La délicieuse enfant, comme tous les délices de sa stature, prenait soin lorsqu’elle riait de couvrir ses joues roses sous de toutes petites mains gantées de blanc ; et elle riait, entraînée par les vagues de fond de ses lourdes boucles brunes dans la balance de son buste en proie aux éléments, troublée par l’attention qu’elle devait porter à Notre Sauveur et à son serviteur dont la voix en langue morte raisonnait entre les hauts murs de Sa maison, mais que son agneau lui ravissait. Elle plongeait ainsi la pureté mélancolique de sa jeunesse dans le creux de ses mains à la prière, l’œil fermé pour ne plus voir ses couleurs, indécise parfois à faire basculer les paumes jointes du nez jusqu’à la joue, de sorte que le délicat plaisir de son sourire fût avidement gardé pour les complices qui s’en fussent satisfaits.

Giovanni s’assit, se signa et, non sans lever les yeux au ciel, joignit ses mains après que son chaperon le lui intima dans leur langue. Tout agacé par l’immobilité de son corps à la méditation le garçon chavirait, basculait, faisait bondir l’auréole blonde et, de ses yeux fauves enragés, terrassait plus sûrement le dragon que Michel ne l’aurait fait. Ses jambes trop longues pour l’étroitesse des rangs s’échouèrent dans le vaisseau en perturbant la messe, affectée par chaque solide coup de coude que Gianni recevait dans les côtes. Son orgueil couinait et son corps s’abandonnait, aussi débraillé que sa chemise, à son affreuse jouvence.

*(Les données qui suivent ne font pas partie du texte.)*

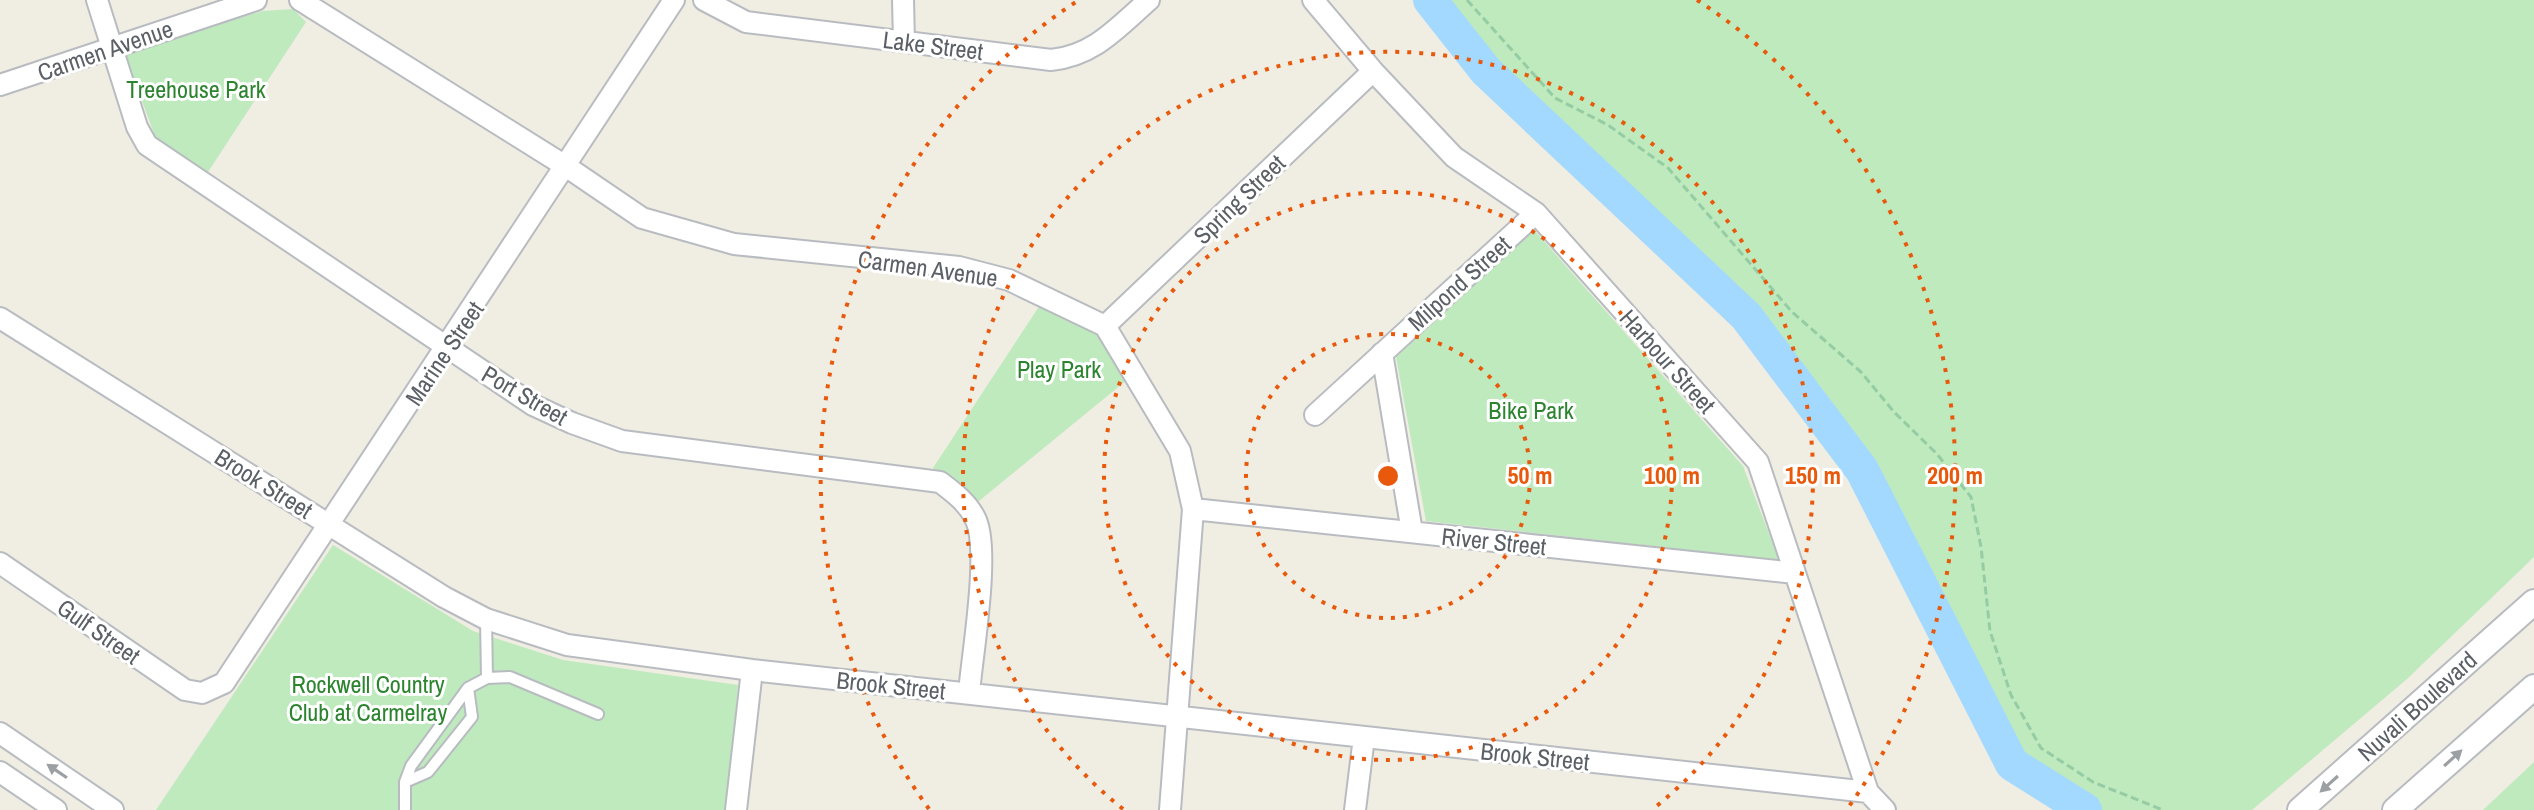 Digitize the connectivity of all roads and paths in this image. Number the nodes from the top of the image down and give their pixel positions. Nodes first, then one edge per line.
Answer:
1 (97, 0) edge
2 (256, 0) edge
3 (300, 0) edge
4 (674, 0) edge
5 (704, 0) edge
6 (903, 0) edge
7 (1149, 0) edge
8 (1313, 0) edge
9 (1467, 0) edge
10 (904, 41) junction
11 (112, 48) junction
12 (1373, 71) junction
13 (0, 85) edge
14 (567, 167) junction
15 (1536, 213) junction
16 (0, 318) edge
17 (1105, 326) junction
18 (447, 348) junction
19 (1382, 353) junction
20 (1315, 415) dead end
21 (1193, 509) junction
22 (329, 524) junction
23 (1412, 532) junction
24 (0, 563) edge
25 (1795, 573) junction
26 (2534, 602) edge
27 (486, 619) junction
28 (752, 670) junction
29 (487, 678) junction
30 (2534, 687) edge
31 (468, 688) junction
32 (202, 693) joint
33 (969, 693) junction
34 (598, 714) dead end
35 (1178, 716) junction
36 (0, 733) edge
37 (1364, 737) junction
38 (0, 772) edge
39 (405, 782) junction
40 (1868, 792) junction
41 (56, 810) edge
42 (113, 810) edge
43 (405, 810) edge
44 (736, 810) edge
45 (1170, 810) edge
46 (1355, 810) edge
47 (1885, 810) edge
48 (2163, 810) edge
49 (2300, 810) edge
50 (2395, 810) edge

1 - 11 street, Port Street
2 - 11 street, Carmen Avenue
3 - 14 street, Carmen Avenue
4 - 14 street, Marine Street
5 - 10 street, Lake Street
6 - 10 street
7 - 10 street, Lake Street
8 - 12 street, Harbour Street
9 - 48 path
11 - 13 street, Carmen Avenue
11 - 18 street, Port Street
12 - 15 street, Harbour Street
12 - 17 street, Spring Street
14 - 17 street, Carmen Avenue
14 - 18 street, Marine Street
15 - 19 street, Milpond Street
15 - 25 street, Harbour Street
16 - 22 street, Brook Street
17 - 21 street
18 - 22 street, Marine Street
18 - 33 street, Port Street
19 - 20 street, Milpond Street
19 - 23 street
21 - 23 street, River Street
21 - 35 street
22 - 27 street, Brook Street
22 - 32 street, Marine Street
23 - 25 street, River Street
24 - 32 street, Gulf Street
25 - 40 street, Harbour Street
26 -> 49 street, Nuvali Boulevard
27 - 28 street, Brook Street
27 - 29 lane
28 - 33 street, Brook Street
28 - 44 street
29 - 31 lane
29 - 34 lane
50 -> 30 street
31 - 39 lane
31 - 39 lane
33 - 35 street, Brook Street
35 - 37 street, Brook Street
35 - 45 street
42 -> 36 street
37 - 40 street, Brook Street
37 - 46 street
38 - 41 street
39 - 43 lane
40 - 47 street, Harbour Street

L’attention de Giovanni trouva l’affection de la douce enfant qui ne le quittait pas des yeux par un hasard regrettable. Il récompensa l’indéfectible loyauté par l’ombre étrange qu’on connaissait comme son sourire depuis son installation, retenue mais franche, très arquée à gauche, les yeux presque clos. Il souriait comme on montait une horloge ; par bien des égards son attitude désinvolte et ses façons de cancre ne gagnaient de sens qu’à travers la bonté naturelle du pieux esprit de Vittoria, mais il était inconcevable que la légèreté de Gianni l’ait su. Le voilà attaché à l’âme joyau qui le fait naître. Ses jolies canines prédatrices dévorent sa lèvre et la pauvre naïve tarde à s’avouer que la chevelure qu’elle aborde tient moins de la superbe de l’Eglise que de la chair de Madeleine. Elle est plus rouge que les coquelicots battus par la pluie dehors, fuit dans le bleu des vitraux, quand la magnifique tête de l’ange se trouve couronnée de quatre doigts plats et carrés qui le ramènent vite, très vite, à la charpente de ses genoux.

Il résista malgré la force d’Hercule, probablement car il le connaissait et qu’il voyait l’amour et le pardon suinter de ses paumes lourdes, il résista donc et ils se trouvèrent deux à vieillir d’ennui à vue d’œil. Son nez était sauf mais ses jambes avaient retrouvé leur place injuste. Aucun d’eux ne savait se recueillir.
Basile se pencha sur l’oreille de Gianni et lui murmura quelque chose de si drôle qu’ils furent exclus du sermon.